В вино что-то подмешали, не иначе — стоило Бену отпить глоток, как его тут же потянуло в сон. Дремота навалилась на разум, веки стали непреподъёмными — и то, что произошло с разбойниками, он уже не услышал. Ему почудился хриплый вороний клёкот, осторожное шиканье и мягкая, сонная песня. Никто и никогда не пел Фэнхуану колыбельных, даже когда он был маленьким.
Но теперь летняя принцесса сидела подле его постели, мурлыкала под нос мотив старой убаюкивающей песни и задувала свечи, даря простор снам. Вскоре, когда дыхание Бенну успокоилось и выровнялось, тени на стене извернулись, поползли в стороны и начали обретать смысл. Дариана расправила крылья и приготовилась к путешествию по чужому сну, надеясь, что на этот раз сновидение странника не будет столь тревожным.
Осень
Конь, запряжённый в карету, был, как ни странно, белой масти. Сказки в очередной раз не удивили. Транспорт выглядел чуть поживее, чем в прошлый раз, когда краска слоями осыпалась на лесную дорогу, да и мешочек с деньгами оказался наполненным не только медяками. Королевские отпрыски теперь особо не нуждались в роскоши — впрочем, и не наживали её. Бена подмывало спросить, откуда они взяли лошадь, если в замке, вроде бы, не осталось прислуги, но он передумал, увидев залёгшие под глазами принцессы тени. Похоже, Дариана следила сегодня за его сном. А он в упор не помнил, что же такого ему снилось. Впрочем, не массовый огненный геноцид, что не могло не радовать.
Принц летел за каретой до самой кромки осеннего леса: листва там так и осталась кроваво-красной, словно в небесах подрались между собою боги и окропили землю своей жизнью. Разбойники, вопреки всякой логике, появились почти сразу же — на середину дороги вдруг упало дерево, и белый конь замедлил шаг, а потом и вовсе остановился.
— О, Снежок, — сын атаманши, одноглазый темноволосый парень, увешанный ножами всех мастей, ласково потрепал коня по загривку. — Правильного коня отрядили, очень заметный.
Разбойник распахнул дверку кареты и шутливо поклонился.
— Прошу на выход, господин, время не ждёт!
Бенну выбрался на пыльную дорогу и оглядел окруживших его молодцев.

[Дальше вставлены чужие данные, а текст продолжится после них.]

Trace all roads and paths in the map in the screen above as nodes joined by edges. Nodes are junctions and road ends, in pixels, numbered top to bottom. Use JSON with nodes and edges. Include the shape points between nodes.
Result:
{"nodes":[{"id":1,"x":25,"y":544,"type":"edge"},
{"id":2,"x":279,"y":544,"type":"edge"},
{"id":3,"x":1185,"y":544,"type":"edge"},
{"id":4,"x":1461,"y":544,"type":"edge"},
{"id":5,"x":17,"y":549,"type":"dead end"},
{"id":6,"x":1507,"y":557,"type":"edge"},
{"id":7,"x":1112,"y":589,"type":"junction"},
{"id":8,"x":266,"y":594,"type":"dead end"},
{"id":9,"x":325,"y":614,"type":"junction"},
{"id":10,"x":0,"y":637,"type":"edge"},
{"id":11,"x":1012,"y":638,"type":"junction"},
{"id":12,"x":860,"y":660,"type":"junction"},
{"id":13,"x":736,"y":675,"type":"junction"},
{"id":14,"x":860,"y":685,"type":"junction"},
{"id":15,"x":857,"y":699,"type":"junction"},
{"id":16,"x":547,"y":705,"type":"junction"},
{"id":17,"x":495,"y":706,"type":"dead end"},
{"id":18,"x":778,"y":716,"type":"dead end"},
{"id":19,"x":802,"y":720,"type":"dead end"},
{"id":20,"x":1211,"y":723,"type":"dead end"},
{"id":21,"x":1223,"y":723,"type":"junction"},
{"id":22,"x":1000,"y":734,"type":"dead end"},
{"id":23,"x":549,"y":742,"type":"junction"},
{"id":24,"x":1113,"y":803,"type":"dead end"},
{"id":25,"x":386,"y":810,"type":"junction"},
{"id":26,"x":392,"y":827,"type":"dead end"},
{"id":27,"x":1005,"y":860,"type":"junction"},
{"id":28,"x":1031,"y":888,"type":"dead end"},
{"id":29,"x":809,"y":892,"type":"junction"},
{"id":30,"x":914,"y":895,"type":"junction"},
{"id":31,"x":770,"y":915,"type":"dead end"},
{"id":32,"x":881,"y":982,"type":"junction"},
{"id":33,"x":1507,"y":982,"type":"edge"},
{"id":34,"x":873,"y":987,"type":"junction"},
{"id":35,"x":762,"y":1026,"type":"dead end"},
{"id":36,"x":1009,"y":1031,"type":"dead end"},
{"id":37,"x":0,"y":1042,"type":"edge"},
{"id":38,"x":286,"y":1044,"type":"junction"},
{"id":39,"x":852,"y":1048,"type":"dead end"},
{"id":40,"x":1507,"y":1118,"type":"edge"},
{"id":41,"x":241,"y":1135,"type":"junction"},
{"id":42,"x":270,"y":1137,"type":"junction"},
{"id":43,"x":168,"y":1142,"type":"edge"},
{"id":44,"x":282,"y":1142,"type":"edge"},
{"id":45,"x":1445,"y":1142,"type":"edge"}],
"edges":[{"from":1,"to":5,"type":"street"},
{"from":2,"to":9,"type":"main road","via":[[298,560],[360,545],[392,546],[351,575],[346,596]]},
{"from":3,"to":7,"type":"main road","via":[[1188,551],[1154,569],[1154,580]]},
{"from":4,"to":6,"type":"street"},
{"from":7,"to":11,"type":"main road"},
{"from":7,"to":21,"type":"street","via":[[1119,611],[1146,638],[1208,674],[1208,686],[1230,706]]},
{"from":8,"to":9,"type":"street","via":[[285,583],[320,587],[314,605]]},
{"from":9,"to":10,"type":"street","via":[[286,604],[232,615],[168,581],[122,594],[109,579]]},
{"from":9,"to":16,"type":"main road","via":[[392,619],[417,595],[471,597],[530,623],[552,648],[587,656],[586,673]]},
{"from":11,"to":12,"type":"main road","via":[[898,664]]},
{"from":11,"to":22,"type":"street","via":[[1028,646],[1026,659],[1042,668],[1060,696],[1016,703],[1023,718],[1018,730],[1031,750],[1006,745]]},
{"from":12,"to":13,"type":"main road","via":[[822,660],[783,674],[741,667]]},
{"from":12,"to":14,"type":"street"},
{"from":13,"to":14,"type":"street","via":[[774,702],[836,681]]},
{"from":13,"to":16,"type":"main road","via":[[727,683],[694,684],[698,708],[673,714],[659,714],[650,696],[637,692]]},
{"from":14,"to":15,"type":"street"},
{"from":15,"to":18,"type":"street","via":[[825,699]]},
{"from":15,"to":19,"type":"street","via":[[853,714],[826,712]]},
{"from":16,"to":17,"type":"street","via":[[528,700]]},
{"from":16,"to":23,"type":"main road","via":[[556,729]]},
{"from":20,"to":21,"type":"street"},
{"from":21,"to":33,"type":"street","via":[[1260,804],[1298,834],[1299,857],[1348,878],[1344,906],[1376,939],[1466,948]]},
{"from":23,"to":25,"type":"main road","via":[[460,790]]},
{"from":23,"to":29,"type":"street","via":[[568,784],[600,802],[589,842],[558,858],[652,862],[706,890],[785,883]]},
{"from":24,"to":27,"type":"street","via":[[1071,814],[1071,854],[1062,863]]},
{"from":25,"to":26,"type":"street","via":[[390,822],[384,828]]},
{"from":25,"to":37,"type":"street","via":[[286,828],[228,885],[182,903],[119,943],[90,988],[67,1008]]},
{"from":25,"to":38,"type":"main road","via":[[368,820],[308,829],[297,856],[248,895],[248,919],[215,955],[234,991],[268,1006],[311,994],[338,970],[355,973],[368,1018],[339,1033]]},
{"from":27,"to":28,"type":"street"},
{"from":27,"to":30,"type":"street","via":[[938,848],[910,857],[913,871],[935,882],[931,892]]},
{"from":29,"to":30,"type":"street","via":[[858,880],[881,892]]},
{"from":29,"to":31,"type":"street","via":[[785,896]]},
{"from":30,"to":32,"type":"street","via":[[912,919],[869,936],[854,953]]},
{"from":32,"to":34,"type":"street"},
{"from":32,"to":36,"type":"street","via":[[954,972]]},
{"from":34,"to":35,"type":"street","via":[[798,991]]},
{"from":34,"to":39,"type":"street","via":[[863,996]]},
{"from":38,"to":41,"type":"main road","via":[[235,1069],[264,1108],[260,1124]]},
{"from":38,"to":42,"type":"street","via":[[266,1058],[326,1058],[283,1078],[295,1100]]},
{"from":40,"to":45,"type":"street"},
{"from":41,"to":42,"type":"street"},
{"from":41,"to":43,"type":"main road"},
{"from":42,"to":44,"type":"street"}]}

Все как на подбор: нехватка зубов, красочные тряпицы, огромные серьги, выражение незамутненного просветления на челе... И где таких только находят? Сказочные стереотипы, оно и ясно — но вот атаманы от подобных клише вроде бы не страдали.
— Даже обзывать не пришлось, а? — атаман тряхнул всклокоченной шевелюрой и хлопнул Фэня по плечу.
— Я просто поражён, — пробормотал Бен, ощущая себя блохой среди комариной стаи. Все разбойнички — в том числе и когда-то малохольный сынок атаманши — были куда выше и куда шире в плечах, чем разведчик Песочного отряда.
— Небось, и к матери поведёшь без лишних вопросов? — усмехнулся Бен и тут же осёкся — настолько хмуро и ненавистно посмотрели на него мужланы.
Пальцы одноглазого разбойника до боли сжали плечо — и Бенну понял, что сына Осени теперь по праву можно было называть атаманом.
Он мог бы и догадаться: что сделает Снежный король, найдя на своём месте начавшую седеть тётушку? Да будь ей хоть восемьдесят, хоть десять — исход мог быть только одним. Бен помнил маленькие гробы, заставляющие ледяные покои спятившей Зимы.
Он должен был это остановить. Должен был попытаться поговорить с Каем раньше. Должен был не выпускать его тогда из подвалов, должен был предугадать...
Должен — хорошее слово. Особенно когда должок у тебя не только перед другом, но и перед самим собой.
— Я... не... мои соб...
— Ну тебя, странный рыжий парень, в самом деле, — атаман криво усмехнулся, но глаза его оставались всё такими же тёмными. — Приведите Селестиля Третьего, живо!
— Буде сделано, Виктор! — просвистели из-за деревьев, и через пару минут худой разбойник без двух передних зубов вывел на дорогу северного оленя.
— Мы знали, что ты вернёшься. Стали ждать после того, как вернулся он. Пытались предупредить Реджи, да он в последнее время совсем плох... — разбойник положил обе руки на плечи Фэнхуана и чуть присел, чтобы посмотреть ему в глаза. — Ты только уведи его обратно. Мы с ним не справимся.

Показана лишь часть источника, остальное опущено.